Mahsa Bagheri, Marcel H. Fens, Tony G. Kleijn, Robin B. Capomaccio, Dora Mehn, Przemek M. Krawczyk, Enzo M. Scutigliani, Andrei Gurinov, Marc Baldus, Nicky C. H. van Kronenburg, Robbert J. Kok, Michal Heger, Cornelus F. van Nostrum, and Wim E. Hennink

Published: 2021


Curcumin-loaded polymeric micelles composed of poly(ethylene glycol)-b-poly(N-2-benzoyloxypropyl methacrylamide) (mPEG-b-p(HPMA-Bz)) were prepared to solubilize and improve the pharmacokinetics of curcumin. Curcumin-loaded micelles were prepared by a nanoprecipitation method using mPEG5kDab-p(HPMA-Bz) copolymers with varying molecular weight of the hydrophobic block (5.2, 10.0, and 17.1 kDa). At equal curcumin loading, micelles composed of mPEG5kDab-p(HPMA-Bz)17.1kDa showed better curcumin retention in both phosphate-buffered saline (PBS) and plasma at 37 °C than micelles based on block copolymers with smaller hydrophobic blocks. No change in micelle size was observed during 24 h incubation in plasma using asymmetrical flow field-flow fractionation (AF4), attesting to particle stability.
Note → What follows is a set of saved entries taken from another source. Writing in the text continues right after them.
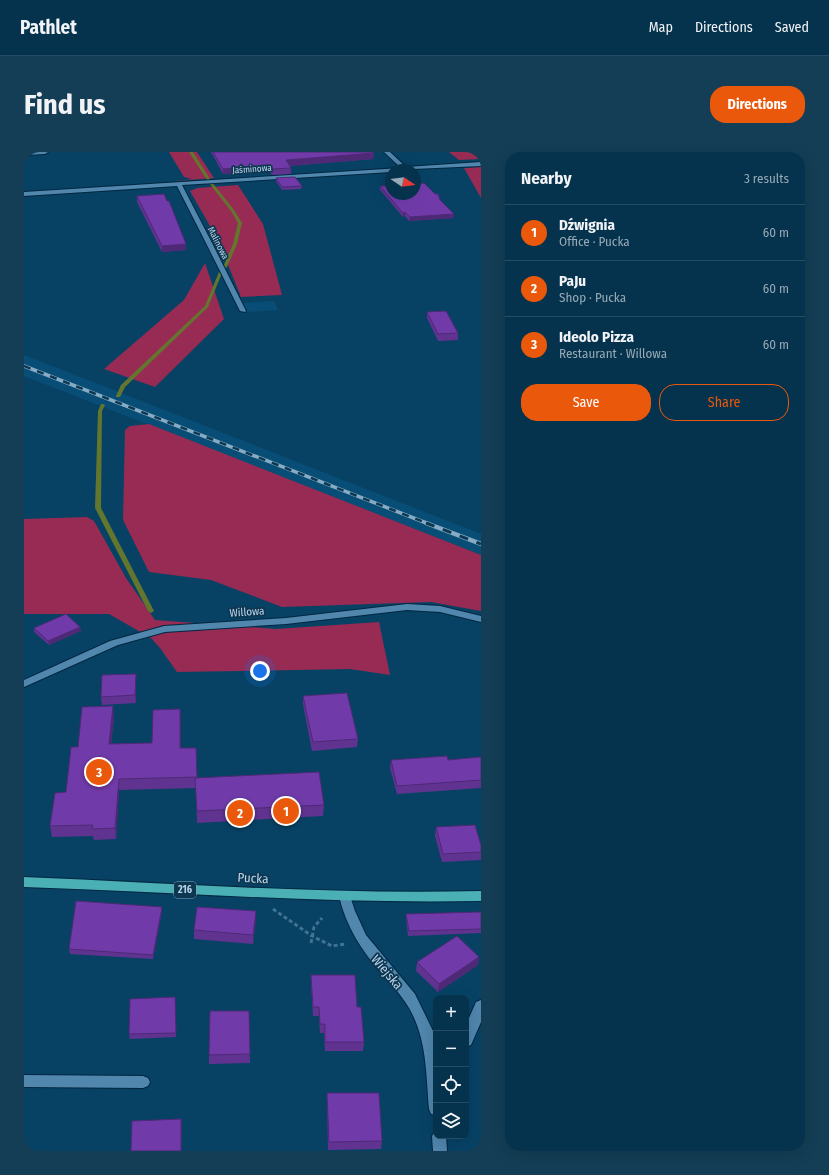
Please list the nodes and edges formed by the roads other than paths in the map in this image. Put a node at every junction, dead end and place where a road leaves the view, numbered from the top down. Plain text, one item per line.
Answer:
1 (45, 152) edge
2 (387, 152) edge
3 (24, 153) edge
4 (400, 164) edge
5 (481, 164) edge
6 (421, 168) edge
7 (385, 170) edge
8 (178, 183) junction
9 (24, 194) edge
10 (243, 311) dead end
11 (481, 619) edge
12 (24, 684) edge
13 (24, 882) edge
14 (345, 896) junction
15 (481, 896) edge
16 (481, 1006) edge
17 (469, 1034) edge
18 (433, 1047) edge
19 (434, 1067) edge
20 (24, 1080) edge
21 (143, 1082) dead end
22 (436, 1103) edge
23 (439, 1139) edge
24 (440, 1151) edge

1 - 3 street
2 - 4 street
5 - 6 street, Jaśminowa
7 - 8 street, Jaśminowa
8 - 9 street, Jaśminowa
8 - 10 street, Malinowa
11 - 12 street, Willowa
13 - 14 main road, Pucka / 216
14 - 15 main road, Pucka / 216
14 - 18 street, Wiejska
16 - 17 street
19 - 22 street, Wiejska
20 - 21 street
23 - 24 street

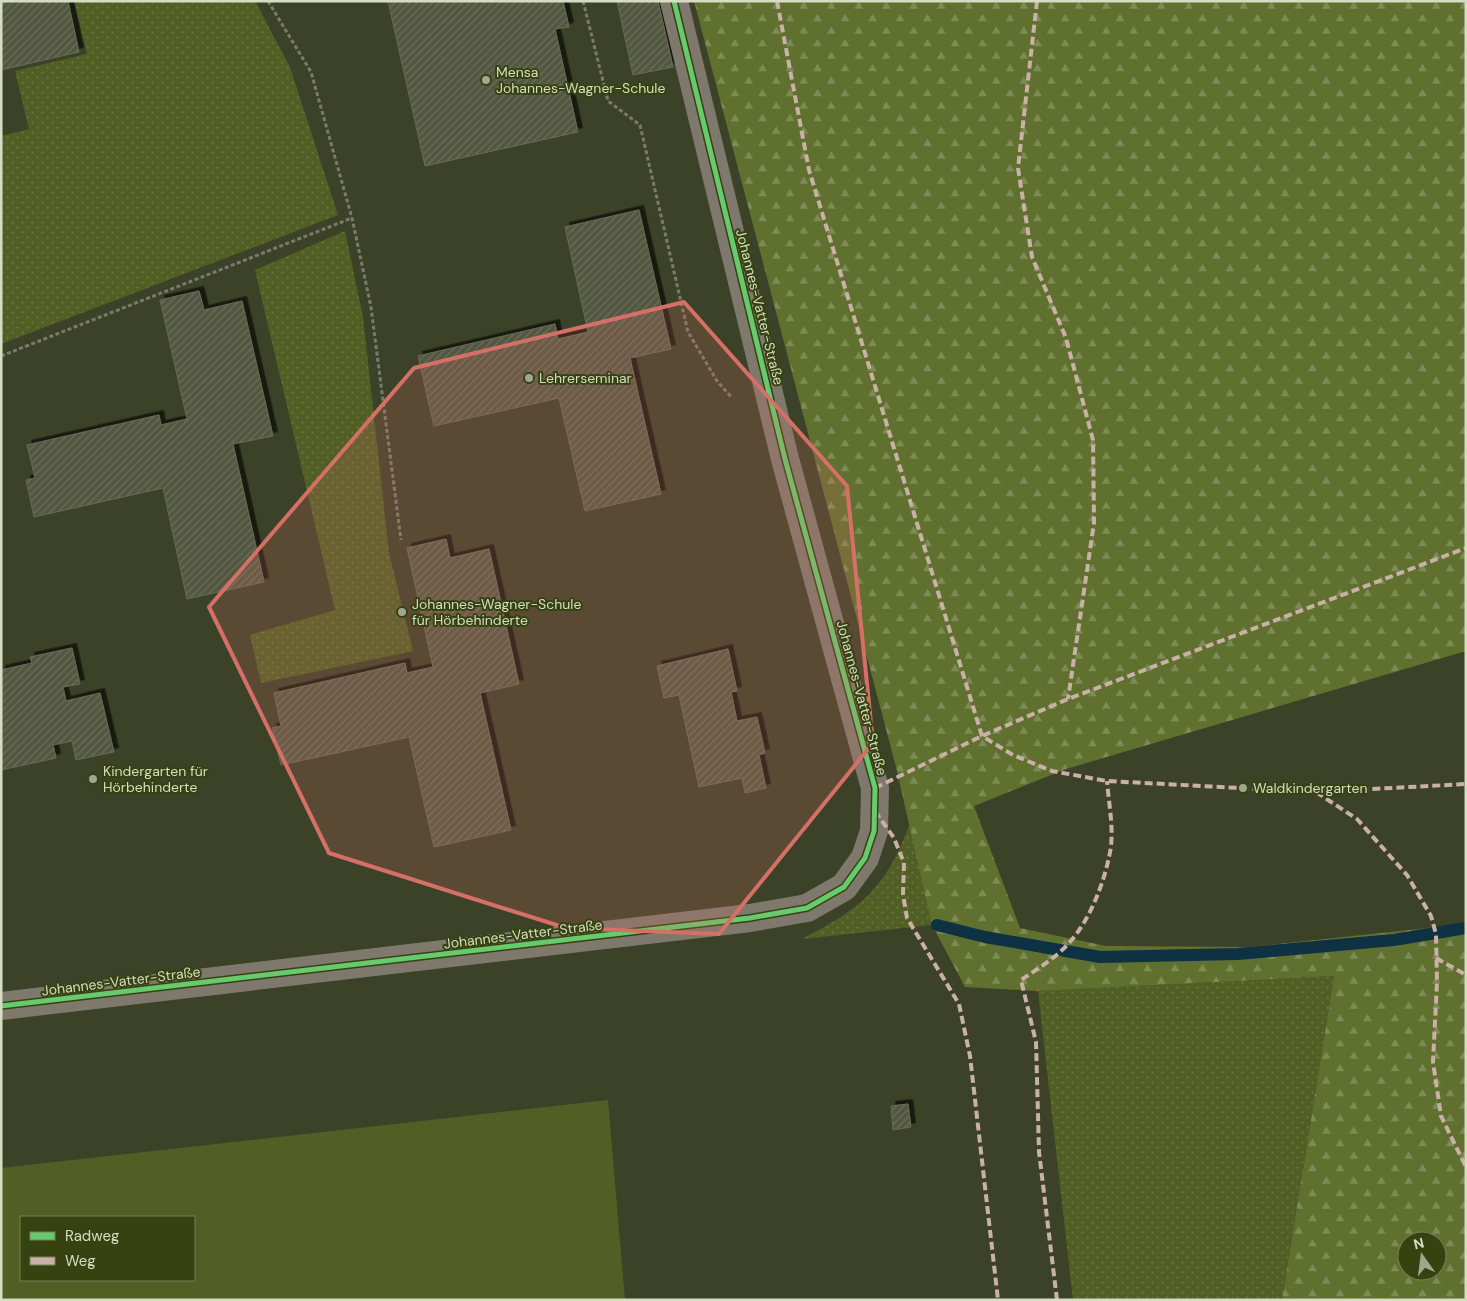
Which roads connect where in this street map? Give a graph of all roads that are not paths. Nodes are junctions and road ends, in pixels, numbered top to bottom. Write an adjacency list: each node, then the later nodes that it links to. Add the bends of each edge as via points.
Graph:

However, 22–49% of the curcumin loading was released from the micelles during 24 h from formulations with the highest to the lowest molecular weight p(HPMA-Bz), respectively, in plasma. AF4 analysis further showed that the released curcumin was subsequently solubilized by albumin. In vitro analyses revealed that the curcumin-loaded mPEG5kDab-p(HPMA-Bz)17.1kDa micelles were internalized by different types of cancer cells, resulting in curcumin-induced cell death. Intravenously administered curcumin-loaded, Cy7-labeled mPEG5kDab-p(HPMA-Bz)17.1kDa micelles in mice at 50 mg curcumin/kg showed a long circulation half-life for the micelles (t1/2 = 42 h), in line with the AF4 results. In contrast, the circulation time of curcumin was considerably shorter than that of the micelles (t1/2α = 0.11, t1/2β = 2.5 h) but ∼5 times longer than has been reported for free curcumin (t1/2α = 0.02 h). The faster clearance of curcumin in vivo compared to in vitro studies can be attributed to the interaction of curcumin with blood cells. Despite the excellent solubilizing effect of these micelles, no cytostatic effect was achieved in neuroblastoma-bearing mice, possibly because of the low sensitivity of the Neuro2A cells to curcumin.